Broken River by J. Robert Lennon

Book Review by Gary Kaill | 04 Jul 2017
Book title: Broken River
Author: J. Robert Lennon

"A small house, in the woods, far from anything fun." When Karl and Eleanor uproot from Brooklyn for a fresh start in upstate New York, their new fixer-upper holds secrets too dark for any contractor to skim over. And for their twelve year old daughter Irina, neglected by her parents and possessed of a wild imagination, her dedication to secretly exploring an unsolved local homicide will have unspeakable consequences: the truth closer to home than even she can imagine.

Lennon, whose much-lauded Mailman in 2003 marked him out as a sharp observer of the simmering mania of small town America, switches mode here. Broken River is a psychological thriller but only in the way that, say, Donna Tartt’s The Little Friend is a murder mystery.
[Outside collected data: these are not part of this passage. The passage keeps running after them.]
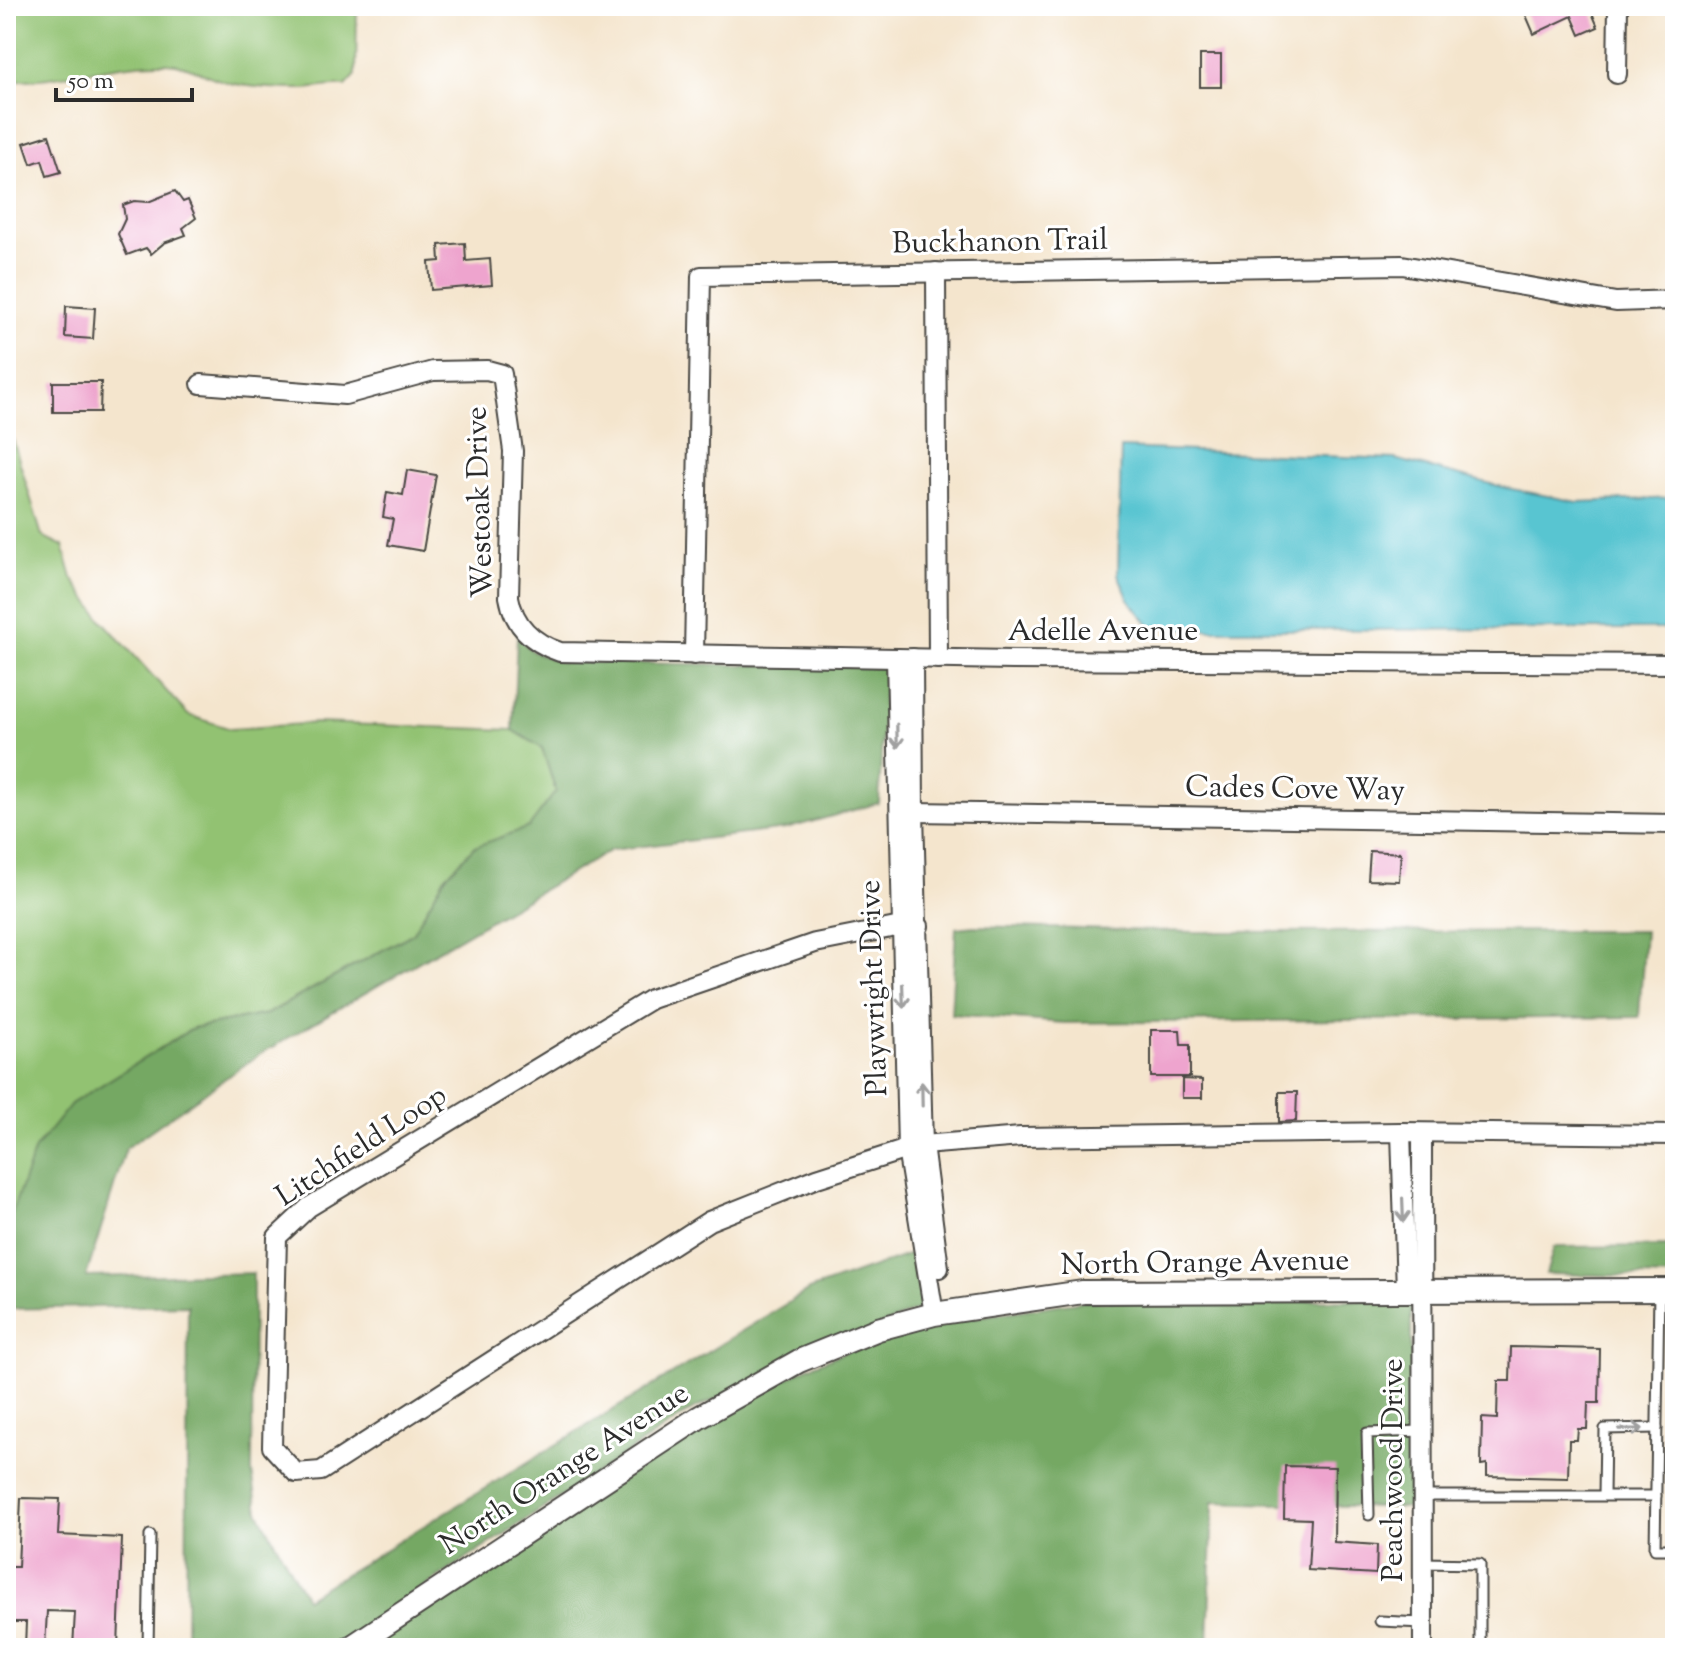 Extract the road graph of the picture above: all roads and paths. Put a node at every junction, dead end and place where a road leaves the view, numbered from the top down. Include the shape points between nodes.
1 (1618, 6) edge
2 (1617, 74) dead end
3 (936, 272) junction
4 (1675, 300) edge
5 (201, 384) dead end
6 (533, 639) joint
7 (694, 655) junction
8 (904, 658) junction
9 (938, 659) junction
10 (1675, 664) edge
11 (914, 812) junction
12 (1675, 824) edge
13 (910, 926) junction
14 (1401, 1132) junction
15 (1422, 1133) junction
16 (1675, 1135) edge
17 (915, 1147) junction
18 (1667, 1290) edge
19 (1414, 1291) junction
20 (939, 1312) junction
21 (1657, 1428) junction
22 (1422, 1431) junction
23 (1604, 1495) junction
24 (1422, 1496) junction
25 (1656, 1496) junction
26 (1369, 1515) dead end
27 (150, 1535) dead end
28 (1675, 1549) edge
29 (1423, 1563) junction
30 (1380, 1621) dead end
31 (1423, 1623) junction
32 (148, 1648) edge
33 (350, 1648) edge
34 (1423, 1648) edge
35 (1480, 1648) edge

1 - 2 street
3 - 4 street, Buckhanon Trail via 1402,265 1616,302
3 - 7 street, Buckhanon Trail via 701,276
3 - 9 street
5 - 6 street, Westoak Drive via 345,395 433,371 502,374 513,451 509,597 520,626
6 - 7 street, Adelle Avenue via 560,652
7 - 8 street, Adelle Avenue
8 - 9 street, Adelle Avenue
8 - 11 street, Playwright Drive
8 -> 13 street, Playwright Drive
9 - 10 street, Adelle Avenue
11 - 12 street, Cades Cove Way
11 - 13 street, Playwright Drive
13 - 17 street, Playwright Drive
13 - 17 street, Litchfield Loop via 815,943 651,999 309,1207 277,1237 272,1447 296,1473 321,1471 709,1221
14 - 15 street
14 - 17 street via 1021,1137
14 -> 19 street
15 - 16 street
15 - 19 street
17 - 20 street, Playwright Drive
18 - 19 street, North Orange Avenue
18 - 21 lane
19 - 20 street, North Orange Avenue via 1083,1292
19 - 22 street, Peachwood Drive
20 - 33 street, North Orange Avenue via 878,1329 799,1361 711,1411
23 -> 21 lane via 1605,1429
21 - 25 lane
22 - 24 street, Peachwood Drive
22 - 26 lane via 1367,1433
23 - 24 lane
23 - 25 lane
24 - 29 street, Peachwood Drive
25 - 28 lane via 1655,1549
27 - 32 lane
29 - 31 street, Peachwood Drive
29 - 35 lane via 1480,1564
30 - 31 lane
31 - 34 street, Peachwood Drive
Deliciously hard-boiled, it spins its complex, generation-spanning plot with cruel disregard for reader expectation or comfort. Spoiler alert: redemption, for a rich cast of characters dominated by the cruel and the broken, is not high on Lennon's priorities. Broken River builds dread from the off and deft viewpoint shifting brings events into often unbearable close-up.

"Bad things don't need reasons to happen," says one character near the book’s conclusion: an apposite thematic summary as aligning plot strands reveal the full horrors of past and present intersecting. Twenty years since his debut (the excellent The Light of the Falling Stars), Lennon’s continuing striving confirms him as a singular voice in contemporary American fiction.